ASSIGNMENT: Go through the listing and pick out each line with the word "Freimaņa" in it.

++++++

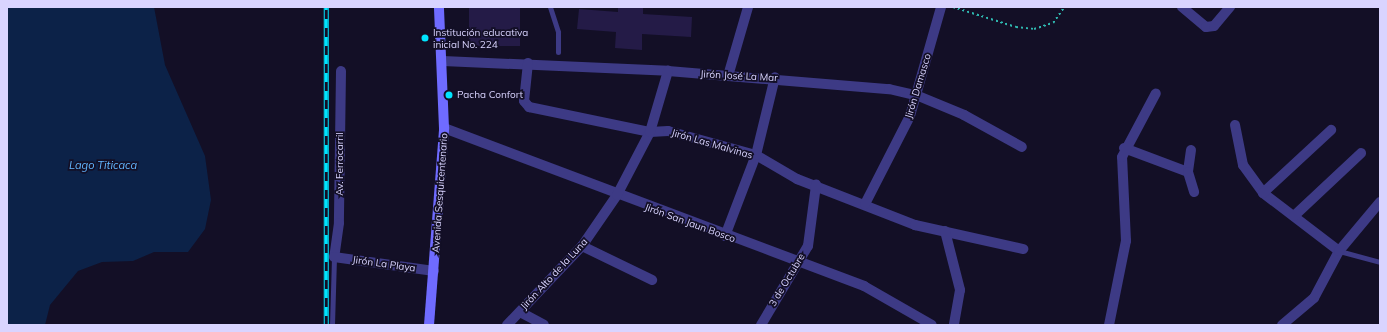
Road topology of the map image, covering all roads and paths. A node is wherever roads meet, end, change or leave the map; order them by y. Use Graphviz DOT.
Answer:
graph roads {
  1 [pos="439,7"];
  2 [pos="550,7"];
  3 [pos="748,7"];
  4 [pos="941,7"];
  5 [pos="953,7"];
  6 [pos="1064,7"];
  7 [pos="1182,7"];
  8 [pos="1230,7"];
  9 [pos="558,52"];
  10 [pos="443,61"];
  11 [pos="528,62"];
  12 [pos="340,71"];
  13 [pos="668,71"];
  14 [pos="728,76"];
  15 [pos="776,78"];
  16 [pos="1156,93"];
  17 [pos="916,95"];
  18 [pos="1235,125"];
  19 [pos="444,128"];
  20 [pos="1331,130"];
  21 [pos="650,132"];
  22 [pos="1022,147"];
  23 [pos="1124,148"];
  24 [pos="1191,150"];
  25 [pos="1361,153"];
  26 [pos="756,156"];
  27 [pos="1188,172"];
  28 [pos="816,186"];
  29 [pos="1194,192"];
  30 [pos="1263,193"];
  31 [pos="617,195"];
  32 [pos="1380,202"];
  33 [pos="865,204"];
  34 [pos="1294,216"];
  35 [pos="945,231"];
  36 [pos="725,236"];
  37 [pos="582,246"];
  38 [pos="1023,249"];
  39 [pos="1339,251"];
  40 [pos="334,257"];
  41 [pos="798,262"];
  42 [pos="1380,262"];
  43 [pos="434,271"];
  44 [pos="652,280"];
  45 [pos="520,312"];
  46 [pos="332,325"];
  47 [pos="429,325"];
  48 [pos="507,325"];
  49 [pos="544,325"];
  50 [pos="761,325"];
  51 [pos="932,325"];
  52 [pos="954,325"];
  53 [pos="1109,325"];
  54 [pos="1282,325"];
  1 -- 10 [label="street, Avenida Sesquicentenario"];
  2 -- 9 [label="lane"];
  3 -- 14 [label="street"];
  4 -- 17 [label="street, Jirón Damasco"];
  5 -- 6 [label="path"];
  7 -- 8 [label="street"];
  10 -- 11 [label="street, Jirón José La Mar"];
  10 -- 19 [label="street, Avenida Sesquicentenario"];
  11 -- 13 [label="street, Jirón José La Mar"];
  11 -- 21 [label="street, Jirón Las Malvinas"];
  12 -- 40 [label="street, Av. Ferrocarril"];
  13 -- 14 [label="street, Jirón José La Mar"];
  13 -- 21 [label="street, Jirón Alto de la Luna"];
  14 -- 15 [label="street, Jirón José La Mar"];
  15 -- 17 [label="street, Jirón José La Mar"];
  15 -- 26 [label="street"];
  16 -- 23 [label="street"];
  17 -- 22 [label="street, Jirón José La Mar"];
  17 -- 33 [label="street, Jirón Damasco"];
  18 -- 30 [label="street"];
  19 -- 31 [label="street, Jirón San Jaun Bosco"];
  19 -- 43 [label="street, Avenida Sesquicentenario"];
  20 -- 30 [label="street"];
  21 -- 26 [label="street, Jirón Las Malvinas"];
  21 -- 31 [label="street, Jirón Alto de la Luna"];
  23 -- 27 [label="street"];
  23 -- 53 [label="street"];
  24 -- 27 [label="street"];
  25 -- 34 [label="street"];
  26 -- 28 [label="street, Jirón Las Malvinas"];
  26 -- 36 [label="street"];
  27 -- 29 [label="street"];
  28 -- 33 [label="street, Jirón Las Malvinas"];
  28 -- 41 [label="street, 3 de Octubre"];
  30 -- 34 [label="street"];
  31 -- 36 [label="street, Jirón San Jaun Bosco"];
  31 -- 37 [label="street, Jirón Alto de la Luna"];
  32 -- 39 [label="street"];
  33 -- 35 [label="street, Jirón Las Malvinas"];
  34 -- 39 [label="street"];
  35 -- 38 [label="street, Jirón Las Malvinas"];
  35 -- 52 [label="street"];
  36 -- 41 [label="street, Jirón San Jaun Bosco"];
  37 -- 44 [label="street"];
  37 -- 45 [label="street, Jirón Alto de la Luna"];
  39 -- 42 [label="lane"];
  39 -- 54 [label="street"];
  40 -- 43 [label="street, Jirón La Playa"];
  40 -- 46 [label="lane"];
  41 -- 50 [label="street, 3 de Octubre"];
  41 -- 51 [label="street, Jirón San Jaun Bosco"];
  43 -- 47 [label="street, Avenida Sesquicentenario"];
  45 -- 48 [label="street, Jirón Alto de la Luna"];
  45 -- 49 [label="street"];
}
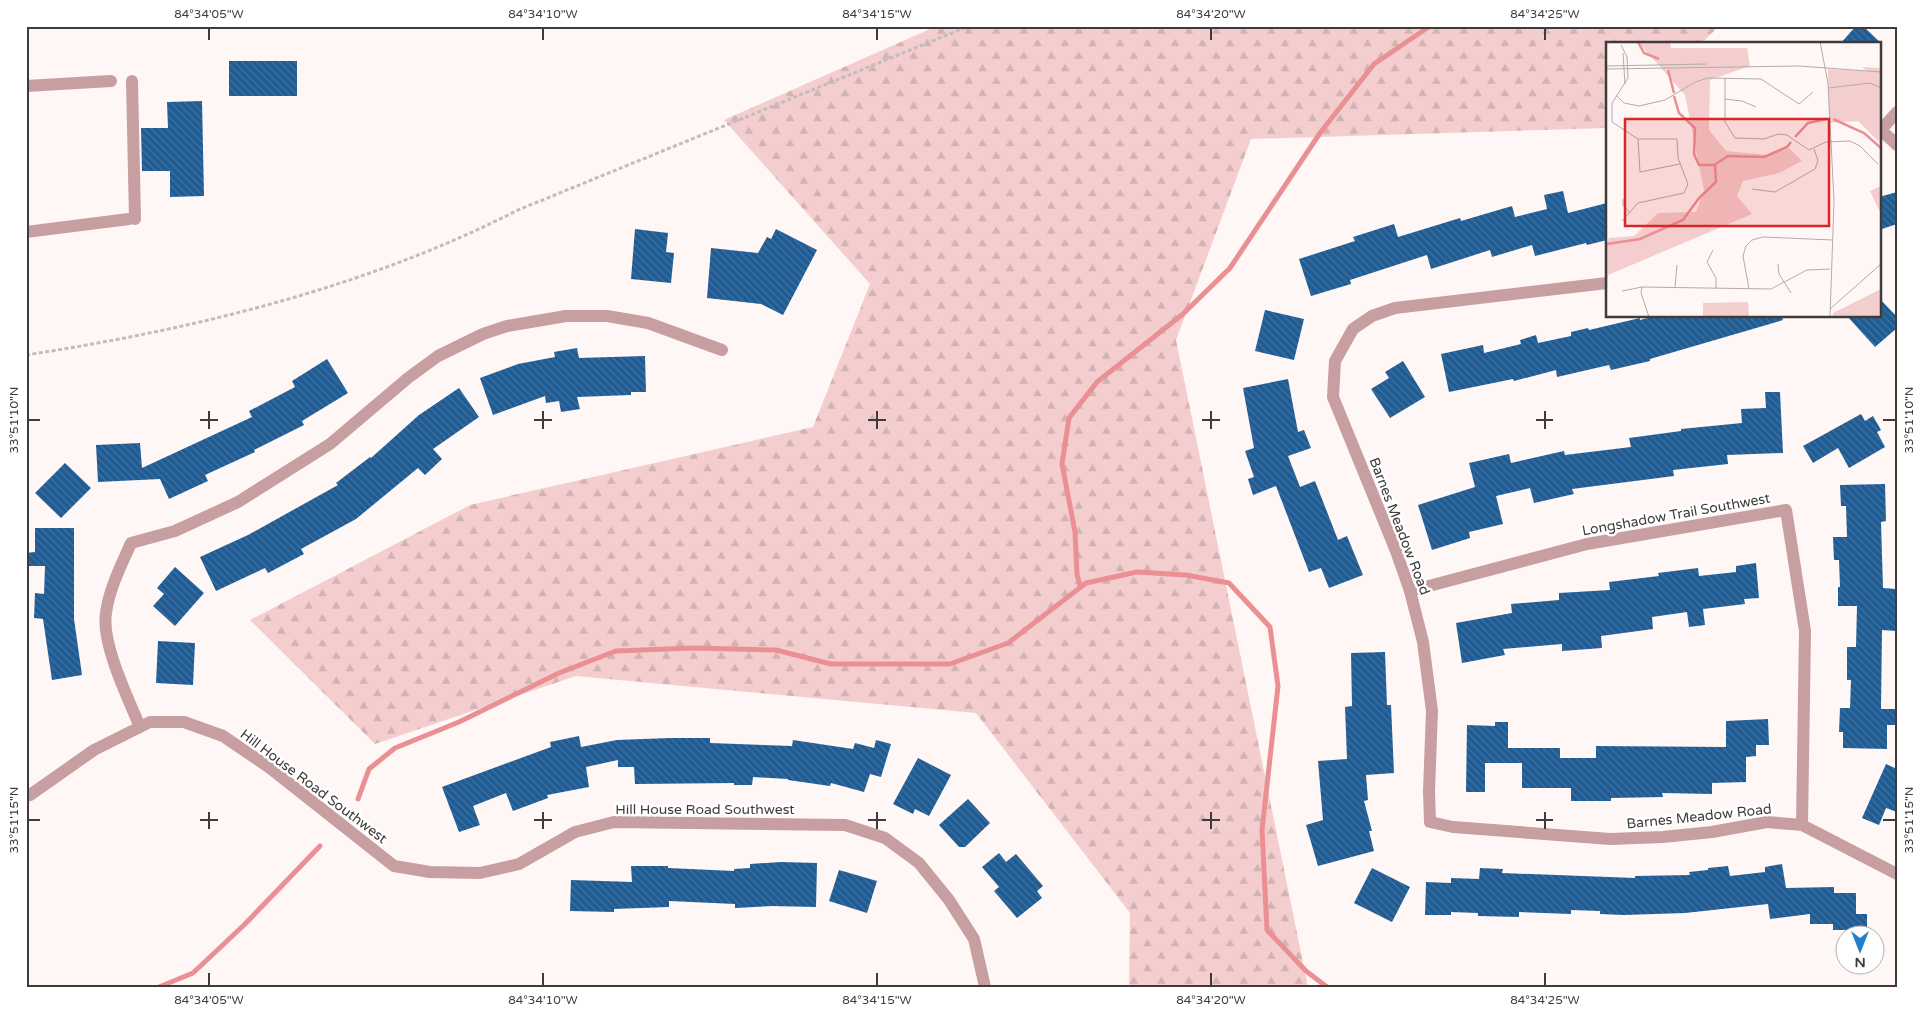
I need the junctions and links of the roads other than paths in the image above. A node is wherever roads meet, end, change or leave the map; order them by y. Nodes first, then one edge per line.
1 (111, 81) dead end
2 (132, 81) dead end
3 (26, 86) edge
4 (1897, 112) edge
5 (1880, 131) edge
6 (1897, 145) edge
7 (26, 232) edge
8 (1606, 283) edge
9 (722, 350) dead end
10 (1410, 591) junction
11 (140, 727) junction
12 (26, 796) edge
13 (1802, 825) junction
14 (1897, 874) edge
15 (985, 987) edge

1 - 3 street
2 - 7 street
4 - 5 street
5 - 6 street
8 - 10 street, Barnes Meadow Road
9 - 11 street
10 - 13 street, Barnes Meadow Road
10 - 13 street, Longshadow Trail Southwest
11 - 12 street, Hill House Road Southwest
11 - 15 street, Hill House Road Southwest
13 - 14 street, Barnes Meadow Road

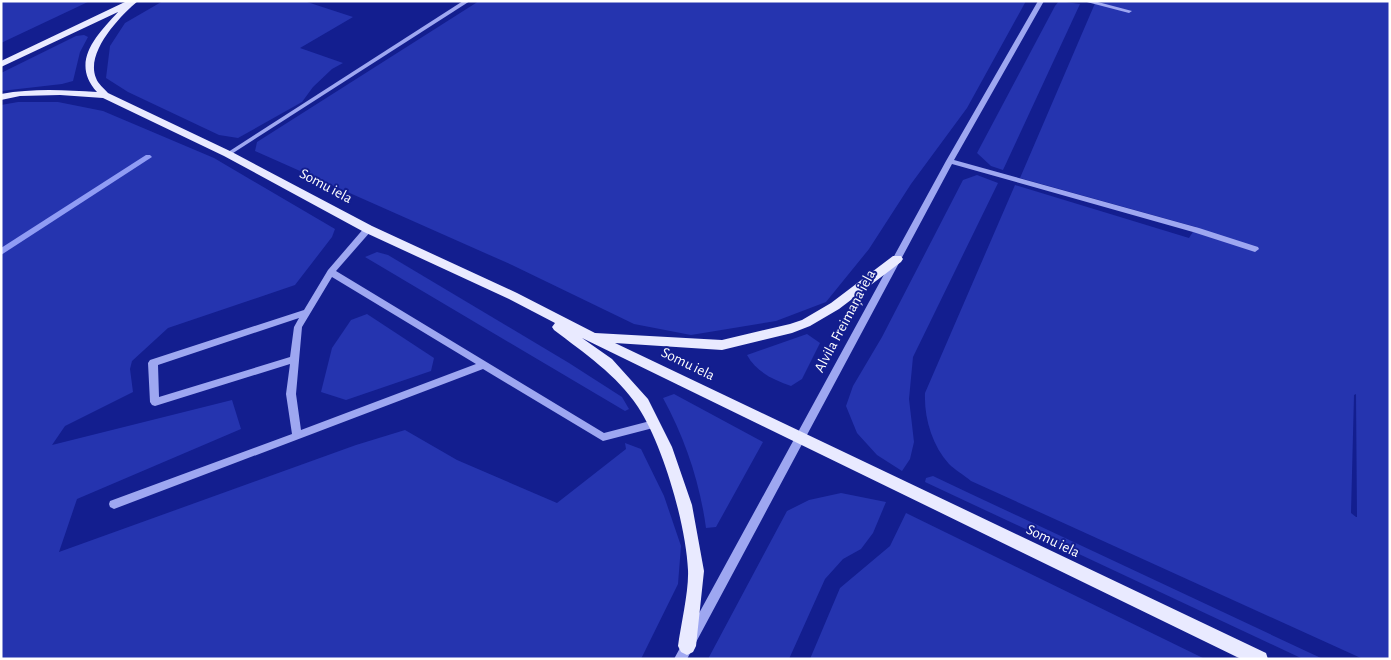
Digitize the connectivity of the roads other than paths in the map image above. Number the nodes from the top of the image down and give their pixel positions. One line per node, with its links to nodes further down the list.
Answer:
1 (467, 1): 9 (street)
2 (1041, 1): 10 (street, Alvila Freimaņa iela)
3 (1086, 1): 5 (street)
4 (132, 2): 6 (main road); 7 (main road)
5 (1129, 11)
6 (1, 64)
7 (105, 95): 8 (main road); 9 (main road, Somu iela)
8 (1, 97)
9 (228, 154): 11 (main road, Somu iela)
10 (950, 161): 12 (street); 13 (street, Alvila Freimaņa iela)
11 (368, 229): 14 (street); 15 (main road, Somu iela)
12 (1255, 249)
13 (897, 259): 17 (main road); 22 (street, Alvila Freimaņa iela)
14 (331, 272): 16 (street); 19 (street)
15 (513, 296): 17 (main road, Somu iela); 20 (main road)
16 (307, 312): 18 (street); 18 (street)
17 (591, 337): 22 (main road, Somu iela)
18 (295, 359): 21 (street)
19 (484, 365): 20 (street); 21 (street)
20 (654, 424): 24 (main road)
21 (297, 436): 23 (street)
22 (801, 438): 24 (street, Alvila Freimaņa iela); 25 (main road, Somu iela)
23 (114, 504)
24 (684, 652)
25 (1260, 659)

++++++

OUTPUT:
2 (1041, 1): 10 (street, Alvila Freimaņa iela)
10 (950, 161): 12 (street); 13 (street, Alvila Freimaņa iela)
13 (897, 259): 17 (main road); 22 (street, Alvila Freimaņa iela)
22 (801, 438): 24 (street, Alvila Freimaņa iela); 25 (main road, Somu iela)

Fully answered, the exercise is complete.